Undergraduate 

Computing Science (faster route) BSc/MSci

Quantum Computing H COMPSCI4105

  • Academic Session: 2024-25
  • School: School of Computing Science
  • Credits: 10
  • Level: Level 4 (SCQF level 10)
  • Typically Offered: Either Semester 1 or Semester 2
  • Available to Visiting Students: Yes
  • Collaborative Online International Learning: No

Short Description

This course is an introduction to quantum computing, covering theory and practice (through the use of simulation software). The main topics are: quantum information processing; quantum protocols for communication (teleportation, dense coding, error correction) and cryptography (key distribution); quantum algorithms (Deutsch's algorithm, Grover's algorithm, overview of Shor's algorithm); quantum annealing

Timetable

2 hours of lecture time and 1 hour of tutorial or practical work, per week

Excluded Courses

None

Co-requisites

None

Assessment

80% for the end-of-year exam

20% for assessed coursework, which is likely to be separated into two smaller assignments

 

The assessed coursework will assess ILOs 5 and 7

The exam will assess ILOs 1, 2, 3, 4 and 6

Main Assessment In: April/May

Are reassessment opportunities available for all summative assessments? Not applicable for Honours courses

Reassessments are normally available for all courses, except those which contribute to the Honours classification. Where, exceptionally, reassessment on Honours courses is required to satisfy professional/accreditation requirements, only the overall course grade achieved at the first attempt will contribute to the Honours classification. For non-Honours courses, students are offered reassessment in all or any of the components of assessment if the satisfactory (threshold) grade for the overall course is not achieved at the first attempt. This is normally grade D3 for undergraduate students and grade C3 for postgraduate students. Exceptionally it may not be possible to offer reassessment of some coursework items, in which case the mark achieved at the first attempt will be counted towards the final course grade. Any such exceptions for this course are described below. 

Course Aims

The aim of the course is to introduce the theory and practice of quantum computing.
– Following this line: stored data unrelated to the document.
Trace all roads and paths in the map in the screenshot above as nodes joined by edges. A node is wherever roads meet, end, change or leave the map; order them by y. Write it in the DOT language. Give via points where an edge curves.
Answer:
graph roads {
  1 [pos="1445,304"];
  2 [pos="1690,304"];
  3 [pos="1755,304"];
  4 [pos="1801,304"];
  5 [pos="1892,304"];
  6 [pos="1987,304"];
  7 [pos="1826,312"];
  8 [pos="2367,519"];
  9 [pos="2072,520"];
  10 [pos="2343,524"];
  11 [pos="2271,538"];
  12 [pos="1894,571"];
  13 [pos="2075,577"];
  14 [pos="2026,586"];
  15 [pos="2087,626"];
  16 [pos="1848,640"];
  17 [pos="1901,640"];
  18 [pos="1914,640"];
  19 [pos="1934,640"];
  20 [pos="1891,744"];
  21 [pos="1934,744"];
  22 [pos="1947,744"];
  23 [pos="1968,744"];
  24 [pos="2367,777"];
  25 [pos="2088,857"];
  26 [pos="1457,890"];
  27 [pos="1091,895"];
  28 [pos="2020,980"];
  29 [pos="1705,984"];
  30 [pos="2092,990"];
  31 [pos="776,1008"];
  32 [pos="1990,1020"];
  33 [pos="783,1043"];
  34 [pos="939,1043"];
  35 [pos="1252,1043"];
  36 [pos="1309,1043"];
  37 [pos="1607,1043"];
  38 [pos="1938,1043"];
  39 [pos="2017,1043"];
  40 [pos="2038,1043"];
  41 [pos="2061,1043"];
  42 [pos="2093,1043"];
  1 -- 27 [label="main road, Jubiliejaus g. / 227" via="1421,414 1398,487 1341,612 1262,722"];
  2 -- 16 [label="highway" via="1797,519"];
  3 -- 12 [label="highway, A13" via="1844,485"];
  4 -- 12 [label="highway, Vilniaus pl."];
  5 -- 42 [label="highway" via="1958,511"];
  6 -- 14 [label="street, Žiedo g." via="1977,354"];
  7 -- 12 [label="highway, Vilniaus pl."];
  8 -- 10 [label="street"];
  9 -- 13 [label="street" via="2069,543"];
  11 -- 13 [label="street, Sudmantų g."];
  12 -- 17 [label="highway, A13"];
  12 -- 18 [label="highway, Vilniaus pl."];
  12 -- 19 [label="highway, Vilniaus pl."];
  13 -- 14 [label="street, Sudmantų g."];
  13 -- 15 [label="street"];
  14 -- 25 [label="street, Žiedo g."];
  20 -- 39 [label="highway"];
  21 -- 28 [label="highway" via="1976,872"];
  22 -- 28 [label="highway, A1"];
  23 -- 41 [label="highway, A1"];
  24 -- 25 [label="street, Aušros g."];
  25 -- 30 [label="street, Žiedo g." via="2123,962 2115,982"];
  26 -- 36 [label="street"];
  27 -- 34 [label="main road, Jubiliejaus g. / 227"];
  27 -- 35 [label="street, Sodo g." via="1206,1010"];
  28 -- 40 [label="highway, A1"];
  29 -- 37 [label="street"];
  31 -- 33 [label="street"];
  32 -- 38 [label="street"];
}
Intended Learning Outcomes of Course

By the end of this course students will be able to:

1. Explain the principles of quantum computation and the characteristics that distinguish it from classical computation.

2. Calculate the effect of quantum protocols and algorithms according to the laws of Hilbert spaces.

3. Use the notation of quantum circuit diagrams to define and understand quantum protocols and algorithms.

4. Understand specific quantum algorithms and protocols and be able to evaluate them on example data: Deutsch's algorithm, Grover's algorithm, quantum teleportation, quantum dense coding, the BB84 key distribution protocol, at least one error-correction protocol.

5. Express and work with quantum algorithms and protocols in a standard simulation environment, e.g. Qiskit

6. Explain the principles of quantum annealing and its key differences from algorithmic quantum computing.

Use a standard quantum annealing framework (e.g. D-Wave) to model and solve standard optimisation problems.

Minimum Requirement for Award of Credits

Students must submit at least 75% by weight of the components (including examinations) of the course's summative assessment.